Aim of the exercise: Your output should be the lines below from the one with "index dip: (43, 46)" through the one with "index dip: (296, 167)", copied exactly, pictures excluded.

Recorded information:

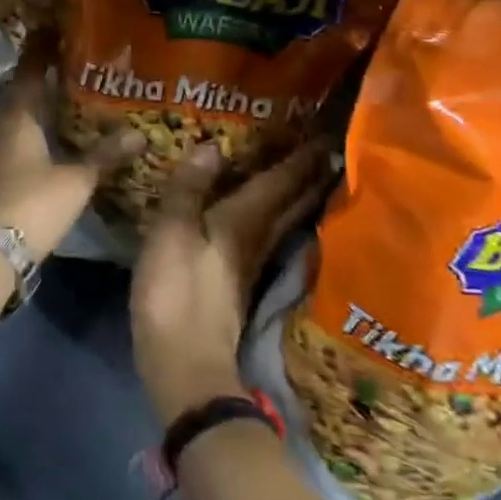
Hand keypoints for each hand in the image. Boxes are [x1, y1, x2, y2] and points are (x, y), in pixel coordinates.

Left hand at [0, 36, 142, 261]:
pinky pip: (28, 136)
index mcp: (18, 115)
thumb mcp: (74, 179)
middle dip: (49, 71)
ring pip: (27, 113)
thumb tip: (139, 133)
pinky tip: (68, 133)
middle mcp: (6, 125)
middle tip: (81, 55)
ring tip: (82, 89)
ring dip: (48, 100)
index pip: (29, 68)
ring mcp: (2, 150)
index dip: (43, 46)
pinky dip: (47, 127)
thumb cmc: (29, 205)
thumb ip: (105, 155)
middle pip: (26, 89)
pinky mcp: (5, 172)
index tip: (58, 23)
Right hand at [131, 142, 330, 428]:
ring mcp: (250, 264)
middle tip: (328, 147)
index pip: (280, 183)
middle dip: (309, 175)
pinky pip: (266, 236)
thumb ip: (188, 190)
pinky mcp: (239, 283)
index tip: (325, 133)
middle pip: (292, 202)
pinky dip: (276, 218)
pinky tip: (270, 217)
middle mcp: (256, 240)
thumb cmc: (176, 294)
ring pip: (284, 221)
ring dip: (298, 196)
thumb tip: (211, 146)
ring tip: (308, 173)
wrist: (186, 366)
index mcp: (243, 223)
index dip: (301, 158)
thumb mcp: (172, 234)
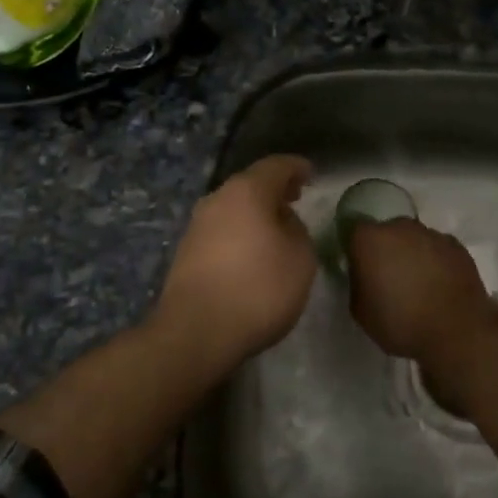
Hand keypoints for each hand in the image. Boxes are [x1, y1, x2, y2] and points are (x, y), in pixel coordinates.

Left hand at [148, 154, 317, 370]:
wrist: (196, 332)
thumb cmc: (258, 289)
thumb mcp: (301, 258)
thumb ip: (298, 230)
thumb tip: (282, 222)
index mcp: (247, 191)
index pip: (276, 166)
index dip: (296, 167)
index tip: (311, 174)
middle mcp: (217, 199)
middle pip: (250, 184)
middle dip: (274, 190)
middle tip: (296, 199)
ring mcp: (197, 225)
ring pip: (233, 207)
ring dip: (256, 213)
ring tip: (277, 228)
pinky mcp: (186, 252)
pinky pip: (222, 230)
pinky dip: (241, 232)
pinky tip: (252, 253)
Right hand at [344, 218, 492, 367]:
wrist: (456, 332)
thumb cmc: (400, 322)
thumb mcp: (360, 310)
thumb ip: (357, 283)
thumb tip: (364, 274)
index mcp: (370, 239)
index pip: (354, 232)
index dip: (356, 250)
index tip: (360, 270)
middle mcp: (400, 228)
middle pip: (387, 232)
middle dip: (386, 250)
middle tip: (389, 278)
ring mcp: (432, 234)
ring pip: (414, 239)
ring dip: (412, 254)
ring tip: (418, 285)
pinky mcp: (457, 247)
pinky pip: (438, 250)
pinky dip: (436, 261)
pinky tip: (439, 286)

Expected output:
index dip: (43, 46)
pinky dip: (47, 127)
thumb cmc: (29, 205)
thumb ip: (105, 155)
middle pip: (26, 89)
pinky mcp: (5, 172)
index tip: (58, 23)
Right hand at [131, 142, 330, 428]:
ring mcp: (250, 264)
middle tip: (328, 147)
index pip: (280, 183)
middle dip: (309, 175)
pinky pip: (266, 236)
thumb ip: (188, 190)
pinky mcp: (239, 283)
index tip: (325, 133)
middle pip: (292, 202)
pinky dip: (276, 218)
pinky tip: (270, 217)
middle mcp: (256, 240)
thumb cmc: (176, 294)
ring pip: (284, 221)
ring dip: (298, 196)
thumb tip: (211, 146)
ring tip: (308, 173)
wrist: (186, 366)
index mcp: (243, 223)
index dip: (301, 158)
thumb mcp: (172, 234)
Hand keypoints for each hand in the image. Boxes are [x1, y1, x2, y2] and points are (x, y), in pixel coordinates.

Left hand at [148, 154, 317, 370]:
wrist: (196, 332)
thumb cmc: (258, 289)
thumb mcp: (301, 258)
thumb ip: (298, 230)
thumb tip: (282, 222)
index mcp: (247, 191)
index pip: (276, 166)
index dip: (296, 167)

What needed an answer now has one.